WHAT YOU ARE ASKED TO DO:
Search the records for "Dosa" and copy each line that holds it.

________________________________________

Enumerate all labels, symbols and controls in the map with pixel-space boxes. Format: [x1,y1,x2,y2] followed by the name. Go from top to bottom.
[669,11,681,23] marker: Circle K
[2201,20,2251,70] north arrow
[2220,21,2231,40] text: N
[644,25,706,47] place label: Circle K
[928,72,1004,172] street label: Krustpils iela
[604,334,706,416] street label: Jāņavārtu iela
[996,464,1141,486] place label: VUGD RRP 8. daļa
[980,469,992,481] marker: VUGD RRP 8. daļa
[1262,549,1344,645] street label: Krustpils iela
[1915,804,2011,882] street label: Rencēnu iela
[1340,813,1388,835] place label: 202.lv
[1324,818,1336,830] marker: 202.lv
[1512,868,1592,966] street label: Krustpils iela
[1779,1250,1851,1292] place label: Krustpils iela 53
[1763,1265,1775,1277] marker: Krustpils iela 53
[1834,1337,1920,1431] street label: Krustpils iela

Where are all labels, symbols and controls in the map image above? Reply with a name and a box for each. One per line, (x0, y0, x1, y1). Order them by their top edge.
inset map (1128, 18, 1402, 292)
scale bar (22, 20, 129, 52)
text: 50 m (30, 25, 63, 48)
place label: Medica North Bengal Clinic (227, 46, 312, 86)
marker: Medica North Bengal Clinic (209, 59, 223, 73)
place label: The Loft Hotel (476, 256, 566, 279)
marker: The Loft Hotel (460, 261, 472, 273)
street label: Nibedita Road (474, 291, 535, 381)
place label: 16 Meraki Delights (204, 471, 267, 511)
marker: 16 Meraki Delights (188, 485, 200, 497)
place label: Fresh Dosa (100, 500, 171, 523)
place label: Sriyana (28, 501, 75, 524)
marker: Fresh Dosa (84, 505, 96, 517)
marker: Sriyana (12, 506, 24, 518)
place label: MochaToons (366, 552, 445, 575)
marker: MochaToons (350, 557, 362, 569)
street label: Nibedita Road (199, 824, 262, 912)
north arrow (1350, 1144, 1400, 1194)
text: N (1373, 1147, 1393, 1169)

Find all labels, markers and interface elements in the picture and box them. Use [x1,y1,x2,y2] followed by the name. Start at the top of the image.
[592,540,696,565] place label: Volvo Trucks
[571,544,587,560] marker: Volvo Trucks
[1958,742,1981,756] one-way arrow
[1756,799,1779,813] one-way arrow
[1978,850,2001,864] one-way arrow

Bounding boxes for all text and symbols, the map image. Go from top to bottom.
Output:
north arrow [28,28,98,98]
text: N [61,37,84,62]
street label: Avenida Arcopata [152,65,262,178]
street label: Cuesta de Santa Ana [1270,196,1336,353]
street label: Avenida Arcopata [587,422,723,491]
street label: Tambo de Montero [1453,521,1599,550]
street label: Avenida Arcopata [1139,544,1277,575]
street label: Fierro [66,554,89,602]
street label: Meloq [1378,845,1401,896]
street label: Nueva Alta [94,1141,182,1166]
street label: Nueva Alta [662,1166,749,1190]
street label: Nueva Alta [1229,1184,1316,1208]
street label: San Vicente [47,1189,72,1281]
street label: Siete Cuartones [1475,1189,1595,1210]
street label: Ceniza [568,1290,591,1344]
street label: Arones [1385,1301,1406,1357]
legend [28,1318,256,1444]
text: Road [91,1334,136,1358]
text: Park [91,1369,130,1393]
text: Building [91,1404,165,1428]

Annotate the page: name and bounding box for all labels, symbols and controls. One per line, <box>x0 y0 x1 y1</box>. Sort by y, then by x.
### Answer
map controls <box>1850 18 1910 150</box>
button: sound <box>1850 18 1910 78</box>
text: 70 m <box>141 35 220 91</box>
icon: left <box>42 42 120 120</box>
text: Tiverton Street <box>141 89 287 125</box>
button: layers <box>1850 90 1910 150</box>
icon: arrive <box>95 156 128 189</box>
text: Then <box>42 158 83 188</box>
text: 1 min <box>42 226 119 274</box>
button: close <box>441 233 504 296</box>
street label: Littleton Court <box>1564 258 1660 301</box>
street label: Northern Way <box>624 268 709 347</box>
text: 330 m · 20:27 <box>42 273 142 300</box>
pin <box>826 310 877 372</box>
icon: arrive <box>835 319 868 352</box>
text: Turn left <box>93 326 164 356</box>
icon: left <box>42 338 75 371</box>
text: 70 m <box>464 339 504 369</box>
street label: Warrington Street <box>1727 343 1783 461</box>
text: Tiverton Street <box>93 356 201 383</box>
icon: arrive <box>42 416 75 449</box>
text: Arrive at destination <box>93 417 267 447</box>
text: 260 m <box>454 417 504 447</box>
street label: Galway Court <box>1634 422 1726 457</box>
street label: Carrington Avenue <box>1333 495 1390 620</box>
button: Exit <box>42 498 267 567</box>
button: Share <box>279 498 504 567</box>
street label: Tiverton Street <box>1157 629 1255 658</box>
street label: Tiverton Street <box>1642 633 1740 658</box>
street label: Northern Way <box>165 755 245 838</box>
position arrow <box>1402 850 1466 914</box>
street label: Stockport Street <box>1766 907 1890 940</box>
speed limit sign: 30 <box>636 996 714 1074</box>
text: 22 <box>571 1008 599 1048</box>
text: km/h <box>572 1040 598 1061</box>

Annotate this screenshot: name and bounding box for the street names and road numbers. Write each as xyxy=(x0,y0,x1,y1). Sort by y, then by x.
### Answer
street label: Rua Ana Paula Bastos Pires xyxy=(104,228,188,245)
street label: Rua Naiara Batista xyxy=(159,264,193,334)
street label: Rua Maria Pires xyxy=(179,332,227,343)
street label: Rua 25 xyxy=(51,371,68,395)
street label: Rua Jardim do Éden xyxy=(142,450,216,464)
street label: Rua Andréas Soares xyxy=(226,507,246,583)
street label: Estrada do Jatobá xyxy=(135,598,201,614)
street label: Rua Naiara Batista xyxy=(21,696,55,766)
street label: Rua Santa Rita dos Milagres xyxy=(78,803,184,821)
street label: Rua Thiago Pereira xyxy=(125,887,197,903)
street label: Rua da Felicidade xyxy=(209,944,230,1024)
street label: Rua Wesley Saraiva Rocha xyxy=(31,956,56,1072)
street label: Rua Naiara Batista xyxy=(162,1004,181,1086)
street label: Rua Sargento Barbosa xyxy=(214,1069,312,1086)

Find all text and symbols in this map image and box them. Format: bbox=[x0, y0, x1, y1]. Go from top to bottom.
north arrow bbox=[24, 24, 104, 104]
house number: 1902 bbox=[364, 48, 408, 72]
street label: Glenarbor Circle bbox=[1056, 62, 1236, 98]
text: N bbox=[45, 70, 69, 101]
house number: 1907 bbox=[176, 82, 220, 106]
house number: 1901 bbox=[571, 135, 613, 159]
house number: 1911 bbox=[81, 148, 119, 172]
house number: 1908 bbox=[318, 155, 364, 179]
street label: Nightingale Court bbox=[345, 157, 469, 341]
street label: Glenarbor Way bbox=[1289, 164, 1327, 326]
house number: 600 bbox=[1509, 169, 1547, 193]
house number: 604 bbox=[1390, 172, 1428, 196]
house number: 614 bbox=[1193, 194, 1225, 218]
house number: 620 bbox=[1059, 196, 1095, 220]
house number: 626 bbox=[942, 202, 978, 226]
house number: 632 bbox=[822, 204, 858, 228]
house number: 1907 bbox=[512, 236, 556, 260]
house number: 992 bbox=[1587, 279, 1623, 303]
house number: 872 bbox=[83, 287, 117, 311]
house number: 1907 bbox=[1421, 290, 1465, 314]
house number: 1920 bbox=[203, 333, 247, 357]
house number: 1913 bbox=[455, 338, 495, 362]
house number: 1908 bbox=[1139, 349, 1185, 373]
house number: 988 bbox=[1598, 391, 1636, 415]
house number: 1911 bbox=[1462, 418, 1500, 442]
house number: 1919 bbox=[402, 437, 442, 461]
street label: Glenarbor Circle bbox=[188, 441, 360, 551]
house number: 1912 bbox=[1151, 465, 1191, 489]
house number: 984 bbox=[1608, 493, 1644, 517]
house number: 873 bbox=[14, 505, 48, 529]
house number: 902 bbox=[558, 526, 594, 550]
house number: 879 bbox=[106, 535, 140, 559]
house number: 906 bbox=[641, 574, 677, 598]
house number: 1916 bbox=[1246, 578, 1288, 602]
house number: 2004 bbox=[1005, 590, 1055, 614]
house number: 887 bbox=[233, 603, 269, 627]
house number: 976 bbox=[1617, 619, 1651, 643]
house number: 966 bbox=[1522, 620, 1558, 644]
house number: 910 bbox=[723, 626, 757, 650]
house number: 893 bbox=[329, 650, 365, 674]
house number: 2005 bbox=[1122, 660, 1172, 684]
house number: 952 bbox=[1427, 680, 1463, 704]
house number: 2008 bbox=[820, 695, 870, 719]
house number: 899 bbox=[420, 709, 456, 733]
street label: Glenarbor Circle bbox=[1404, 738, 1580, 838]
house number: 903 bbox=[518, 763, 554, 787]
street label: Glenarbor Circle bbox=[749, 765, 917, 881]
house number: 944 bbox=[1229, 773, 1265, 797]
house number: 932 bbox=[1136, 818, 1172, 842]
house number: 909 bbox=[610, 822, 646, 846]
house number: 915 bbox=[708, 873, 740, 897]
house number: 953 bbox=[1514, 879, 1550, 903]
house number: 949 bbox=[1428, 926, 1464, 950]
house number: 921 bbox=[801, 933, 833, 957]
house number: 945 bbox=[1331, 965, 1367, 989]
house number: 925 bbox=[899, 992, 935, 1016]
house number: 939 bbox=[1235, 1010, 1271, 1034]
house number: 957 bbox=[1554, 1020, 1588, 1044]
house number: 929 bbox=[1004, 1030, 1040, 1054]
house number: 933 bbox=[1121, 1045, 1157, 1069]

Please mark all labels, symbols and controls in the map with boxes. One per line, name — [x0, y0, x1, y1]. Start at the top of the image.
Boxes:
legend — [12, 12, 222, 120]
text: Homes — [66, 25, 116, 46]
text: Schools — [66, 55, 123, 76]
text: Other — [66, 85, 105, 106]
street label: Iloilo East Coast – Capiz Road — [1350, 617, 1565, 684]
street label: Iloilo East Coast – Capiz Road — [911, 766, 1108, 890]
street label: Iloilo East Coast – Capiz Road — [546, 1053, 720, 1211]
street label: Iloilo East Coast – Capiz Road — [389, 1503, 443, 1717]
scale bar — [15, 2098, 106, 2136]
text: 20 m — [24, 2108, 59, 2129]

________________________________________

WRITTEN SOLUTION:
place label: Fresh Dosa (100, 500, 171, 523)
marker: Fresh Dosa (84, 505, 96, 517)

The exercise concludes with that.